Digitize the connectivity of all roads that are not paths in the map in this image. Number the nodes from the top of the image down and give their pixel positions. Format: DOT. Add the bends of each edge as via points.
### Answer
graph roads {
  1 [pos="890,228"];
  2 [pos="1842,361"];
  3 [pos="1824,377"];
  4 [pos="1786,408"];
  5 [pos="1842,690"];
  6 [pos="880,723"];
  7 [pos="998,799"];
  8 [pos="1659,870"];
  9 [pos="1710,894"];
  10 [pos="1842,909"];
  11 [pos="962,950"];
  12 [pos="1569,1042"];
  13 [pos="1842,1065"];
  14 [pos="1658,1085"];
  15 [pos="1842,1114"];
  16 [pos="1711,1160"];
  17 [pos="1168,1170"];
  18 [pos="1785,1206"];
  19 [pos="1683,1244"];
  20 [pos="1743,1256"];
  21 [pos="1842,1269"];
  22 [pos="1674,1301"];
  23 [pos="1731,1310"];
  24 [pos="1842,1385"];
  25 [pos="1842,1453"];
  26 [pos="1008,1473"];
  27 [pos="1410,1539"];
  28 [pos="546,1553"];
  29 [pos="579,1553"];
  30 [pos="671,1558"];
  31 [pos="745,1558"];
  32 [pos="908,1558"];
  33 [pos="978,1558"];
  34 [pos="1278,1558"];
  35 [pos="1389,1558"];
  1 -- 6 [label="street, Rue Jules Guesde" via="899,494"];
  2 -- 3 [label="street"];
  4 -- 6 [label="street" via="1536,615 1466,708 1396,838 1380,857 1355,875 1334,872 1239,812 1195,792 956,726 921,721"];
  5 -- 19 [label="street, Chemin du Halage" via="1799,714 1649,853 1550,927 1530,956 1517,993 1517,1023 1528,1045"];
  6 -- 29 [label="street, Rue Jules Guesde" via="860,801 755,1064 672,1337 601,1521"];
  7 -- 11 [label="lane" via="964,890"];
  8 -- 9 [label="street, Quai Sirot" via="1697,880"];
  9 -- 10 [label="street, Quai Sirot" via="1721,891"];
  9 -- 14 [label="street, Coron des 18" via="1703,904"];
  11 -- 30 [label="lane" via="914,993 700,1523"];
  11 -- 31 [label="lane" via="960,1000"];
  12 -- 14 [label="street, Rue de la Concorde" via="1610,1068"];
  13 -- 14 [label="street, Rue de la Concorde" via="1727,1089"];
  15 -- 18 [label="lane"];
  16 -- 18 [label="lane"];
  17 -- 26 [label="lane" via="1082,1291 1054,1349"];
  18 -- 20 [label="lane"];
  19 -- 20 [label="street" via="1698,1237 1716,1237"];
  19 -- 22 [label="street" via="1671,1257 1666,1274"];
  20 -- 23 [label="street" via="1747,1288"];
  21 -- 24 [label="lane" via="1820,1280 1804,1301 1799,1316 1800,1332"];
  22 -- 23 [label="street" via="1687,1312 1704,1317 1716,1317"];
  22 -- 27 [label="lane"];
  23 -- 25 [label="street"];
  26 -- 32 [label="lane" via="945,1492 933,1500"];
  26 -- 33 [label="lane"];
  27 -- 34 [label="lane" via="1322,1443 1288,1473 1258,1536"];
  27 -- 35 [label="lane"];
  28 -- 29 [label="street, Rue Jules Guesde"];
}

┄┄┄┄┄┄

(WHAT THE TASK REQUIRES) Word for word, repeat every line of the data.

(SOLUTION FOR THIS EXERCISE)
Digitize the connectivity of all roads that are not paths in the map in this image. Number the nodes from the top of the image down and give their pixel positions. Format: DOT. Add the bends of each edge as via points.
### Answer
graph roads {
  1 [pos="890,228"];
  2 [pos="1842,361"];
  3 [pos="1824,377"];
  4 [pos="1786,408"];
  5 [pos="1842,690"];
  6 [pos="880,723"];
  7 [pos="998,799"];
  8 [pos="1659,870"];
  9 [pos="1710,894"];
  10 [pos="1842,909"];
  11 [pos="962,950"];
  12 [pos="1569,1042"];
  13 [pos="1842,1065"];
  14 [pos="1658,1085"];
  15 [pos="1842,1114"];
  16 [pos="1711,1160"];
  17 [pos="1168,1170"];
  18 [pos="1785,1206"];
  19 [pos="1683,1244"];
  20 [pos="1743,1256"];
  21 [pos="1842,1269"];
  22 [pos="1674,1301"];
  23 [pos="1731,1310"];
  24 [pos="1842,1385"];
  25 [pos="1842,1453"];
  26 [pos="1008,1473"];
  27 [pos="1410,1539"];
  28 [pos="546,1553"];
  29 [pos="579,1553"];
  30 [pos="671,1558"];
  31 [pos="745,1558"];
  32 [pos="908,1558"];
  33 [pos="978,1558"];
  34 [pos="1278,1558"];
  35 [pos="1389,1558"];
  1 -- 6 [label="street, Rue Jules Guesde" via="899,494"];
  2 -- 3 [label="street"];
  4 -- 6 [label="street" via="1536,615 1466,708 1396,838 1380,857 1355,875 1334,872 1239,812 1195,792 956,726 921,721"];
  5 -- 19 [label="street, Chemin du Halage" via="1799,714 1649,853 1550,927 1530,956 1517,993 1517,1023 1528,1045"];
  6 -- 29 [label="street, Rue Jules Guesde" via="860,801 755,1064 672,1337 601,1521"];
  7 -- 11 [label="lane" via="964,890"];
  8 -- 9 [label="street, Quai Sirot" via="1697,880"];
  9 -- 10 [label="street, Quai Sirot" via="1721,891"];
  9 -- 14 [label="street, Coron des 18" via="1703,904"];
  11 -- 30 [label="lane" via="914,993 700,1523"];
  11 -- 31 [label="lane" via="960,1000"];
  12 -- 14 [label="street, Rue de la Concorde" via="1610,1068"];
  13 -- 14 [label="street, Rue de la Concorde" via="1727,1089"];
  15 -- 18 [label="lane"];
  16 -- 18 [label="lane"];
  17 -- 26 [label="lane" via="1082,1291 1054,1349"];
  18 -- 20 [label="lane"];
  19 -- 20 [label="street" via="1698,1237 1716,1237"];
  19 -- 22 [label="street" via="1671,1257 1666,1274"];
  20 -- 23 [label="street" via="1747,1288"];
  21 -- 24 [label="lane" via="1820,1280 1804,1301 1799,1316 1800,1332"];
  22 -- 23 [label="street" via="1687,1312 1704,1317 1716,1317"];
  22 -- 27 [label="lane"];
  23 -- 25 [label="street"];
  26 -- 32 [label="lane" via="945,1492 933,1500"];
  26 -- 33 [label="lane"];
  27 -- 34 [label="lane" via="1322,1443 1288,1473 1258,1536"];
  27 -- 35 [label="lane"];
  28 -- 29 [label="street, Rue Jules Guesde"];
}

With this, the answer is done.